:: Brief ::
Lines containing the word "that" are to be copied from the data below.

[Stored data entries]
-=-=-
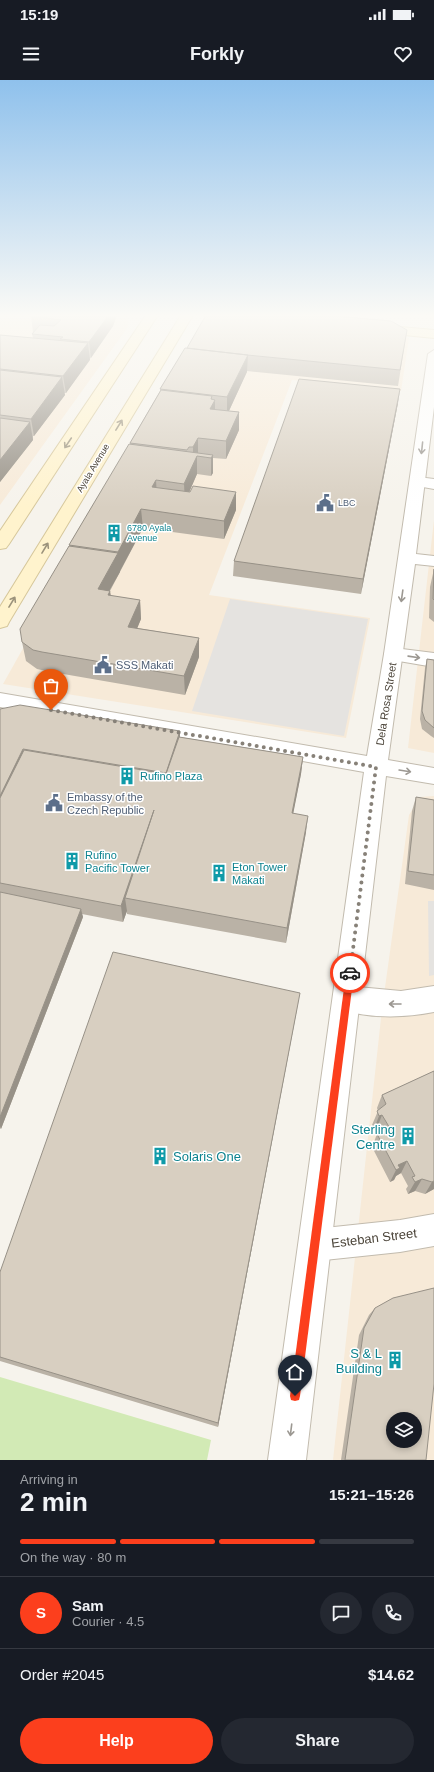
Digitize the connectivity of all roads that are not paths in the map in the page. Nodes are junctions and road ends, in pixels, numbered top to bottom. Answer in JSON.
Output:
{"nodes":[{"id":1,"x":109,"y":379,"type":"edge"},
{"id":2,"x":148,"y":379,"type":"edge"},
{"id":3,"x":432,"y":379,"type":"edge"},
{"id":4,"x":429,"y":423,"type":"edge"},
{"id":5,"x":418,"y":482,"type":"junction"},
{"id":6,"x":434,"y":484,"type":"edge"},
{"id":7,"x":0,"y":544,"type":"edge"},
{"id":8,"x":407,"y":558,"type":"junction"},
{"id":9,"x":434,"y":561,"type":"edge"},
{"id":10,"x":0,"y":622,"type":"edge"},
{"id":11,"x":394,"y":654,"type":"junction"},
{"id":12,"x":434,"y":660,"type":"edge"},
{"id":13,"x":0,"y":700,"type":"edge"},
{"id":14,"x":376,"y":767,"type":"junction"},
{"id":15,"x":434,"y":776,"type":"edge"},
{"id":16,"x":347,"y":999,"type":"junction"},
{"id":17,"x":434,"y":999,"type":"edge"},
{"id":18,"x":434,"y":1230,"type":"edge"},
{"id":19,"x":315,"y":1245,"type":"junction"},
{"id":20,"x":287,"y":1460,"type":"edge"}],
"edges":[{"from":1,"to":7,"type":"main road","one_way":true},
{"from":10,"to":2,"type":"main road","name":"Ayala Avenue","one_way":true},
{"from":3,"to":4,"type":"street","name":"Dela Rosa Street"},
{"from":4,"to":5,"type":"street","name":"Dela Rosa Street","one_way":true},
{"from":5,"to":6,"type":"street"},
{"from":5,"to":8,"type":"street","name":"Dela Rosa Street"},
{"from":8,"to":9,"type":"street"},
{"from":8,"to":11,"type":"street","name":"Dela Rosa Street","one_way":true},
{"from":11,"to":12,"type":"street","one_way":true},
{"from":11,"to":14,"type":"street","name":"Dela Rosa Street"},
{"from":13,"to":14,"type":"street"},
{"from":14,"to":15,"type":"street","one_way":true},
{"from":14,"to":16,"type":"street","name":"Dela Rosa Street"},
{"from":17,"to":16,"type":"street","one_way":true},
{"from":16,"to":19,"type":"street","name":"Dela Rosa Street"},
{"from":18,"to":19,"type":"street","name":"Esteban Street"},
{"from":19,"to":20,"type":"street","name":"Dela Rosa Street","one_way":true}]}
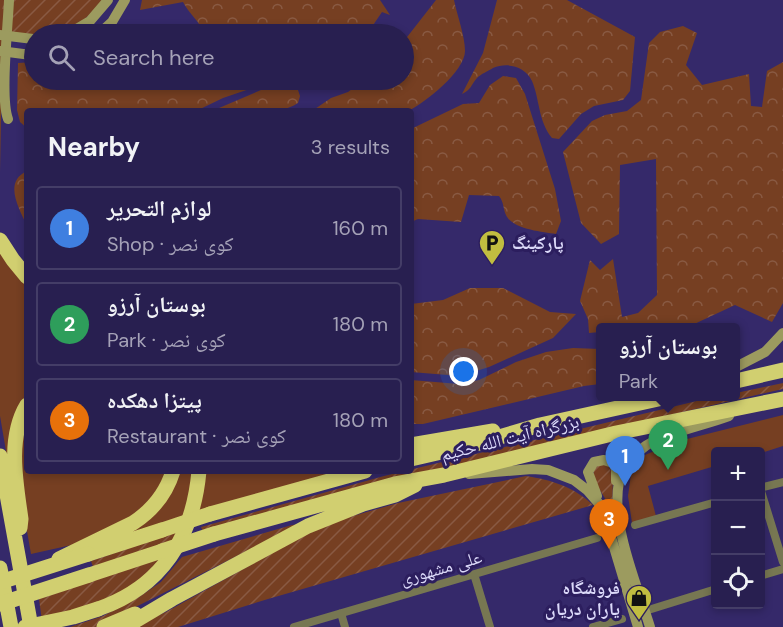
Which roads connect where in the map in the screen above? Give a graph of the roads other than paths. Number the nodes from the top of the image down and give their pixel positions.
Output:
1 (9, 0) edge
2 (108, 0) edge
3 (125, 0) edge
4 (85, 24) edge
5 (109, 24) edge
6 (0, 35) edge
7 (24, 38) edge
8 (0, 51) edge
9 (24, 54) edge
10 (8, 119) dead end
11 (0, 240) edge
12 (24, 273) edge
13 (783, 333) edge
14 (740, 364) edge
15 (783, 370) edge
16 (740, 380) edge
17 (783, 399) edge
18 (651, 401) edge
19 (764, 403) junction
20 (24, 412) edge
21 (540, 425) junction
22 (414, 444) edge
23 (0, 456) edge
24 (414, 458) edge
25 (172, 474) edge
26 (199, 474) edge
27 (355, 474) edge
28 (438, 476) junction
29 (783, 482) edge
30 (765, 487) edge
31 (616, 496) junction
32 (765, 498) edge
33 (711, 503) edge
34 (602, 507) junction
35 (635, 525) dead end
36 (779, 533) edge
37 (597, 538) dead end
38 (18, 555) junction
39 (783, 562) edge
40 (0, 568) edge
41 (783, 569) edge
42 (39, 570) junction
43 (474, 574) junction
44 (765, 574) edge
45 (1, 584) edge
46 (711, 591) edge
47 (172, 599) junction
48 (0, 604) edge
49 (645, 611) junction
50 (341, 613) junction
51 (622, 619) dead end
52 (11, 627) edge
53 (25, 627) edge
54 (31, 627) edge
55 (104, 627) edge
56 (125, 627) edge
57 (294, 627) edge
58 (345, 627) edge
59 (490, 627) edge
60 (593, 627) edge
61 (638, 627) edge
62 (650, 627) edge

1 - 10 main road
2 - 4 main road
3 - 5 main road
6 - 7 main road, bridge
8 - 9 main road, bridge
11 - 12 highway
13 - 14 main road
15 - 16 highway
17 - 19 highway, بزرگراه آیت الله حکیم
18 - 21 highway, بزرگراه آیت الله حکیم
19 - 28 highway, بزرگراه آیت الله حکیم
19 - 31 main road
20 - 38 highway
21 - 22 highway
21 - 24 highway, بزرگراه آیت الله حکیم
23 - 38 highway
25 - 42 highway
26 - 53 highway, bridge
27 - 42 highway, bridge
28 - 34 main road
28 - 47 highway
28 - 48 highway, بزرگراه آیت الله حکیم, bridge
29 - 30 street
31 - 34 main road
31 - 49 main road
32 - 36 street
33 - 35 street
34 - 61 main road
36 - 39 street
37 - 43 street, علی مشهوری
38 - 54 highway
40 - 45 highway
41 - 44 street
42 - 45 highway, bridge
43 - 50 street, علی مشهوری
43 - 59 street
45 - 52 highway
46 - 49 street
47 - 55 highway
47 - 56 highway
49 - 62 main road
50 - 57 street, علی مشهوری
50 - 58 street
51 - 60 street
-=-=-
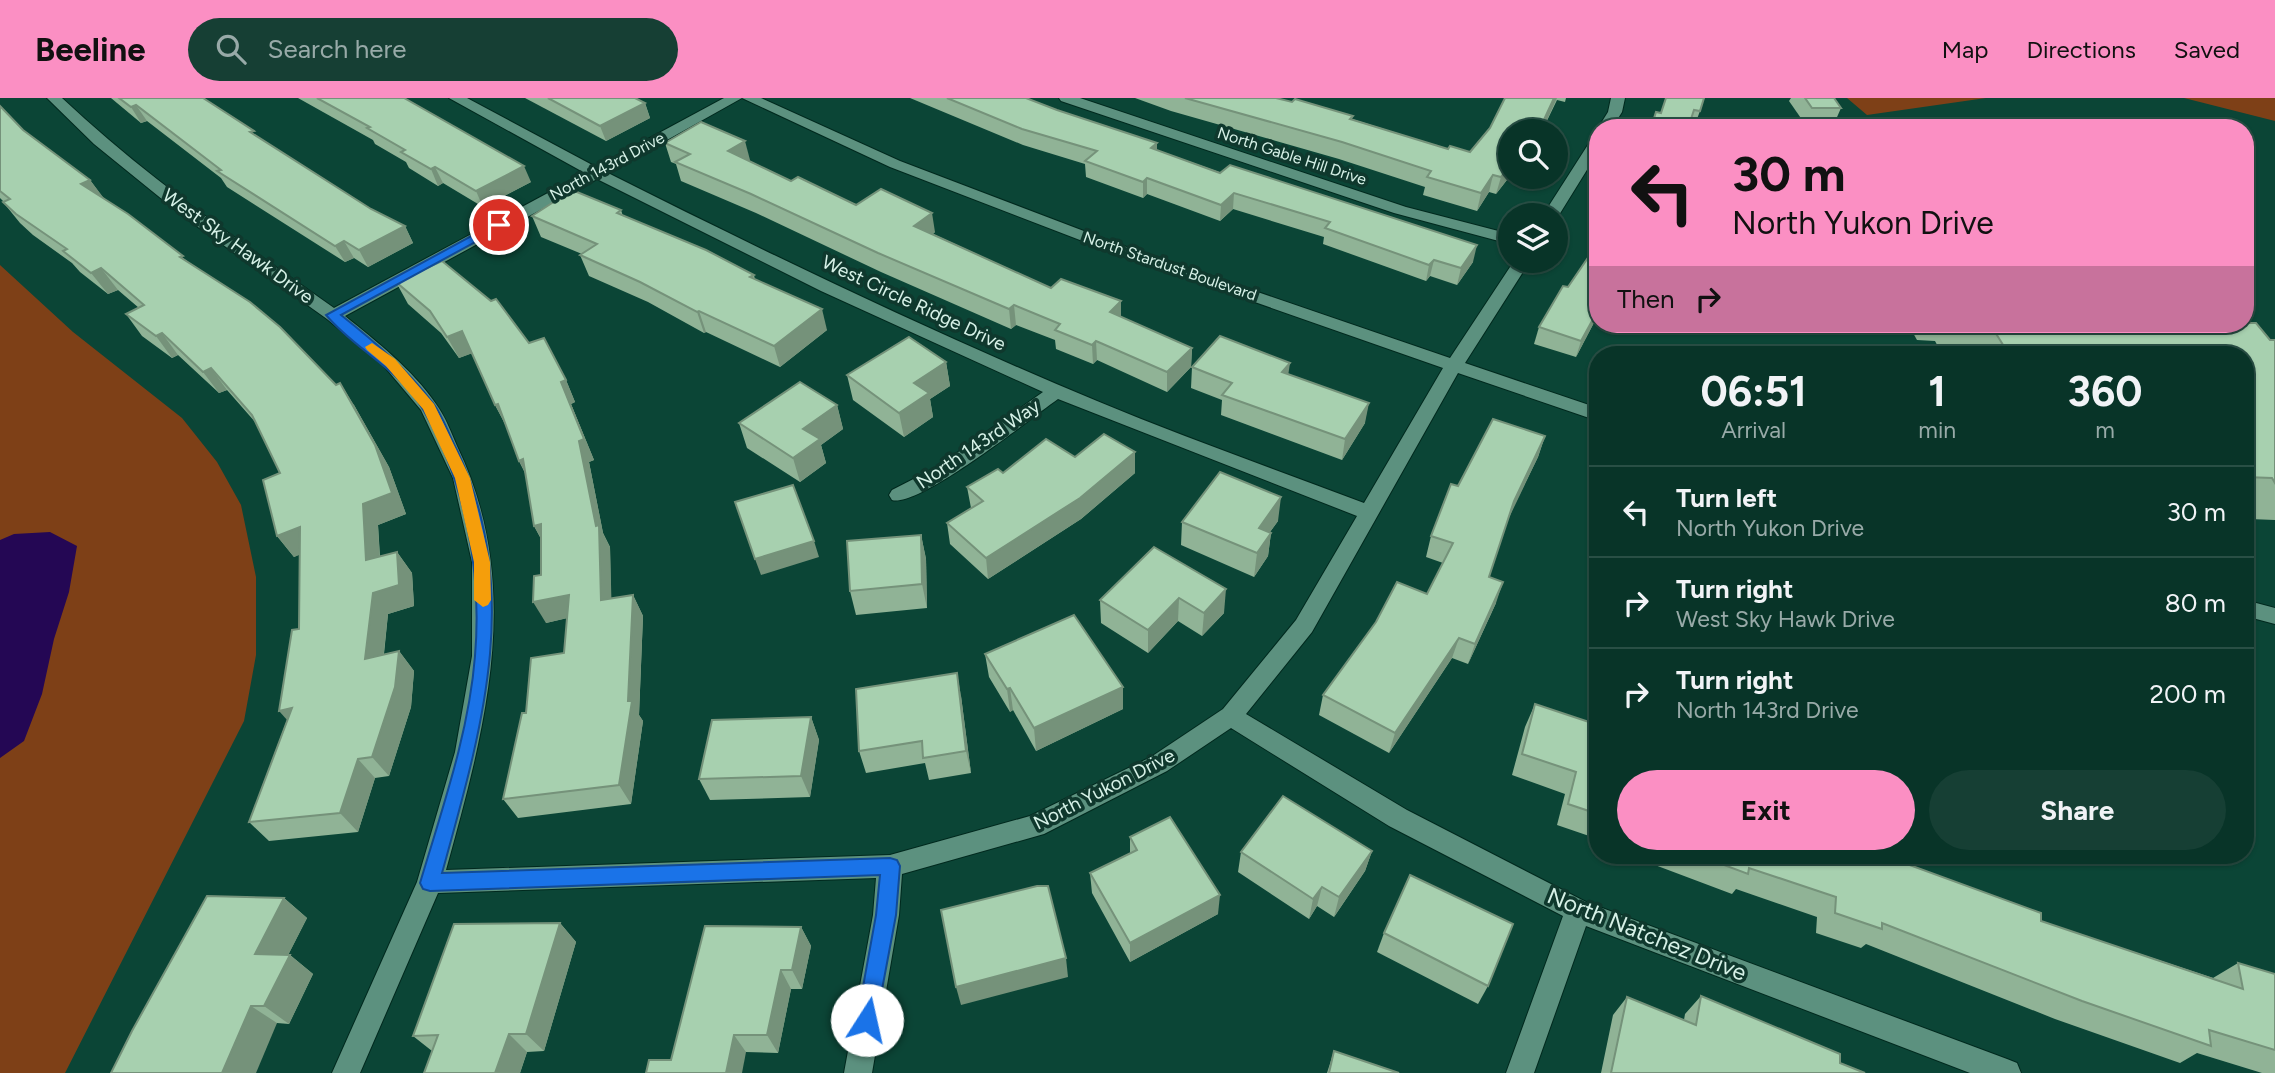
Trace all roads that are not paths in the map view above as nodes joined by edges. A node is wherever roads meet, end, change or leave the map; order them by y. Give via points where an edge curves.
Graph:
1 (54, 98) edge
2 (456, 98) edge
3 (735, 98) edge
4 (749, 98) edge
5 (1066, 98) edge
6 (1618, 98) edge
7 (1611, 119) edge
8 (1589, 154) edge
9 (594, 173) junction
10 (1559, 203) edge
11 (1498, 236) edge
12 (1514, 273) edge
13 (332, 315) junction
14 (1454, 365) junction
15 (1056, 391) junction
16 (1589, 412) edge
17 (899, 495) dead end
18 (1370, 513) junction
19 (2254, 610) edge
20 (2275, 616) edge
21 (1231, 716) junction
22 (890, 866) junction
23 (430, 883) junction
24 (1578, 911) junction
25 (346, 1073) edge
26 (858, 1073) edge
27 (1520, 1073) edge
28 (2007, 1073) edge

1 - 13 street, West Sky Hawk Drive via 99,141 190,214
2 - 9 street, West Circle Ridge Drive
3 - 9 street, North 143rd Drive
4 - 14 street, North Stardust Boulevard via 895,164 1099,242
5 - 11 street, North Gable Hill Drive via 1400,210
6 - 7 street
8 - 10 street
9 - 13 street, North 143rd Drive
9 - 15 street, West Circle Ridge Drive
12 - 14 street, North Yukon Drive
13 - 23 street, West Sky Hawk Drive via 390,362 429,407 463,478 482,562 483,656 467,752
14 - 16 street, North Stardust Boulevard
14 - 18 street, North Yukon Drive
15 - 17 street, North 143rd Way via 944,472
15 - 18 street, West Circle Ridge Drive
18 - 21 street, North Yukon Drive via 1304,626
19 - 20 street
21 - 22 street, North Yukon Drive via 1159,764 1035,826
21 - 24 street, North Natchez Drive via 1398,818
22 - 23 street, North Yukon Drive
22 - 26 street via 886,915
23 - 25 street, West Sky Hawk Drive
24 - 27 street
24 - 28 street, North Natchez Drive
-=-=-
:: Answer area ::
Digitize the connectivity of all roads that are not paths in the map in the page. Nodes are junctions and road ends, in pixels, numbered top to bottom. Answer in JSON.
Trace all roads that are not paths in the map view above as nodes joined by edges. A node is wherever roads meet, end, change or leave the map; order them by y. Give via points where an edge curves.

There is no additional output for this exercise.